Hizmetlerini sürdürecek olan kamu kurumlarındaki personel uzaktan veya dönüşümlü çalışmaya yönlendirilecektir. Uzaktan çalışan kamu personeli de sokağa çıkma sınırlamasına tabi olacaktır.

Anaokulu, kreş, 8’inci ve12’nci sınıflar dâhil tüm kurumlarda yüz yüze eğitime ara verilecek, tüm sınavlar ertelenecektir.

Tarım sektöründe çalışanların faaliyetlerini salgın tedbirlerine uygun şekilde yürütebilmesi için gereken düzenlemeler ayrıca yapılacaktır.

İhtiyaçların karşılamak için sokağa çıkamayan yaşlı veya ağır hastalığı olan vatandaşlarımız VEFA ekiplerinden destek isteyebileceklerdir.

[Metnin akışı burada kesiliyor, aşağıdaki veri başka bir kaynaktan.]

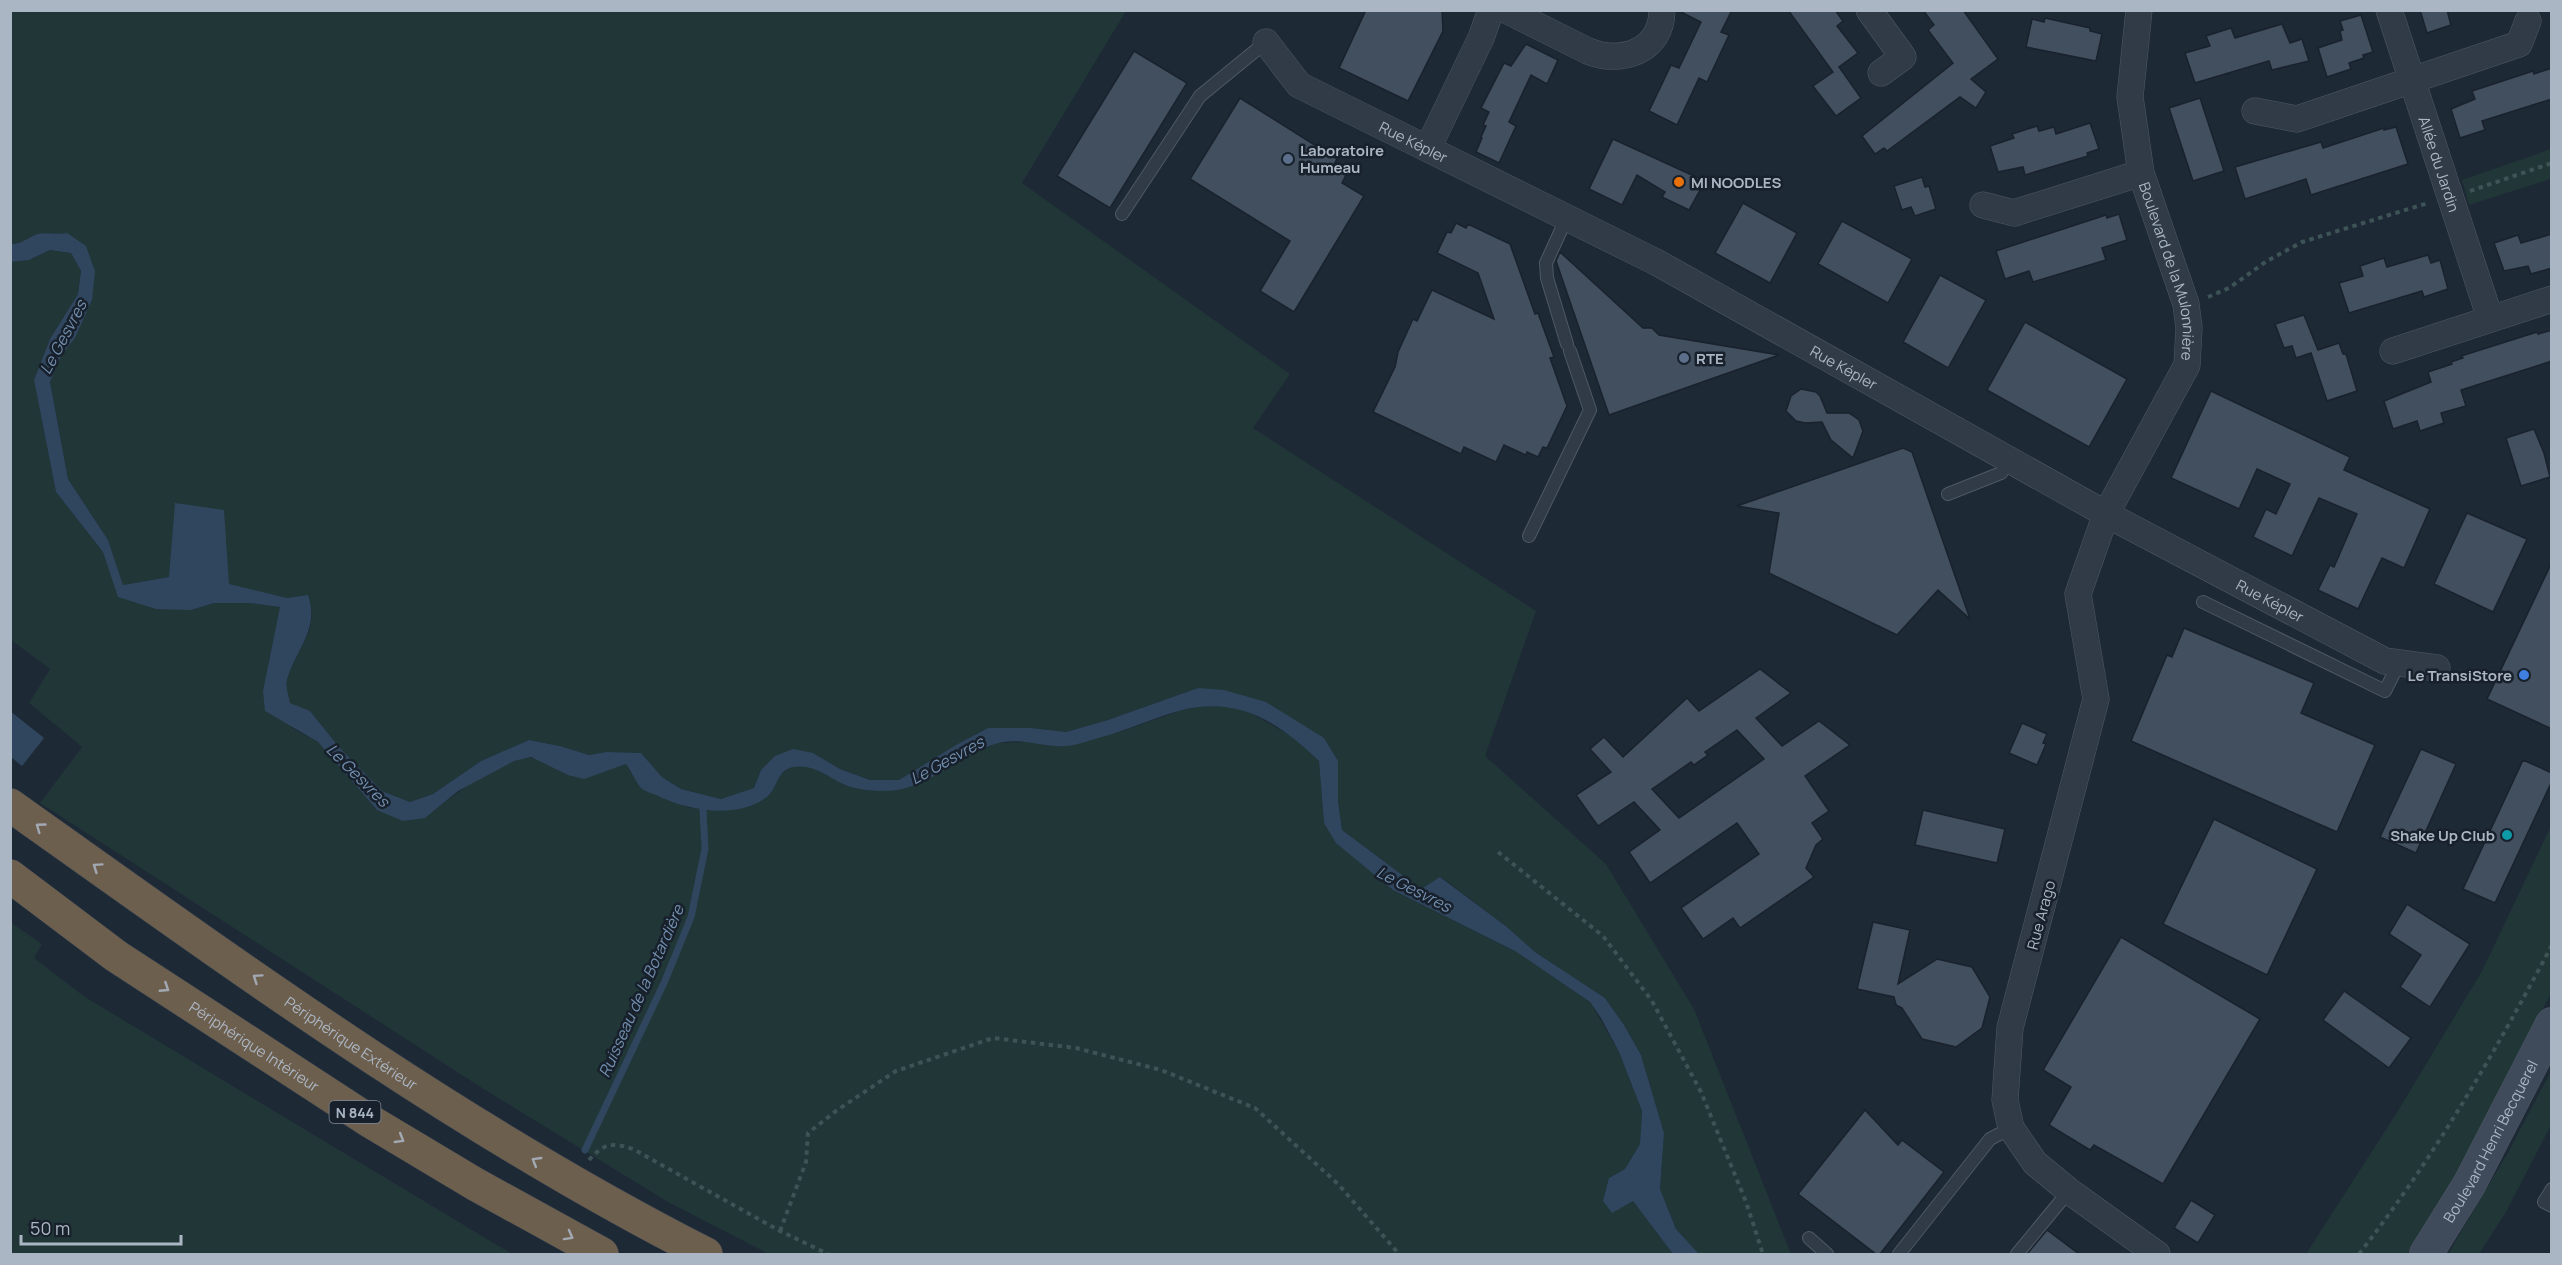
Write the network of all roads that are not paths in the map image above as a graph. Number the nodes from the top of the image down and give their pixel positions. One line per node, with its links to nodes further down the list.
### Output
1 (1491, 10): 12 (street)
2 (1506, 10): 3 (street)
3 (1662, 10)
4 (1869, 10): 9 (street)
5 (2389, 10): 10 (street, Allée du Jardin)
6 (2133, 12): 13 (street, Boulevard de la Mulonnière)
7 (2528, 21): 10 (street)
8 (1266, 42): 12 (street, Rue Képler); 15 (lane)
9 (1881, 73)
10 (2411, 81): 11 (street); 18 (street, Allée du Jardin)
11 (2255, 111)
12 (1428, 148): 16 (street, Rue Képler)
13 (2141, 173): 14 (street); 22 (street, Boulevard de la Mulonnière)
14 (1983, 205)
15 (1122, 214)
16 (1567, 217): 20 (street, Rue Képler); 23 (lane)
17 (2552, 299): 18 (street)
18 (2490, 318): 19 (street)
19 (2393, 351)
20 (2010, 460): 21 (lane); 22 (street, Rue Képler)
21 (1948, 494)
22 (2106, 514): 25 (street, Rue Képler); 32 (street, Rue Arago)
23 (1529, 536)
24 (2203, 602): 25 (lane)
25 (2399, 663): 26 (street, Rue Képler)
26 (2438, 668)
27 (10, 805): 38 (highway, Périphérique Extérieur, one-way to 27)
28 (10, 876): 30 (highway, Périphérique Intérieur / N 844)
29 (10, 900): 30 (highway)
30 (116, 956): 37 (highway, Périphérique Intérieur / N 844, one-way to 37)
31 (2552, 1024): 43 (main road, Boulevard Henri Becquerel)
32 (2011, 1128): 34 (street, Rue Arago); 40 (lane)
33 (2552, 1189): 35 (lane)
34 (2069, 1191): 41 (lane); 42 (street, Rue Arago)
35 (2552, 1206)
36 (1809, 1238): 39 (lane)
37 (602, 1254)
38 (706, 1254)
39 (1827, 1254)
40 (1899, 1254)
41 (2017, 1254)
42 (2157, 1254)
43 (2426, 1254)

Vatandaşlarımızın mağdur olmaması için kurumlarımız gereken tüm tedbirleri alacaktır, biz de bunların yakın takipçisi olacağız.

Türkiye bakımından çok önemli olan bu sürecin hedeflediğimiz sonuçları verebilmesi için kurallar en sıkı şekilde uygulanacak, tedbirlerin istismarına kesinlikle izin verilmeyecektir. İnşallah bu fedakârlıklarımızın karşılığını bayram sonrası hep birlikte sağlıklı, huzurlu ve mutlu, müreffeh günlere ulaşarak alacağız.

Rabbim yar ve yardımcımız olsun diyor, hepinize sevgilerimi, saygılarımı sunuyorum, kalın sağlıcakla.”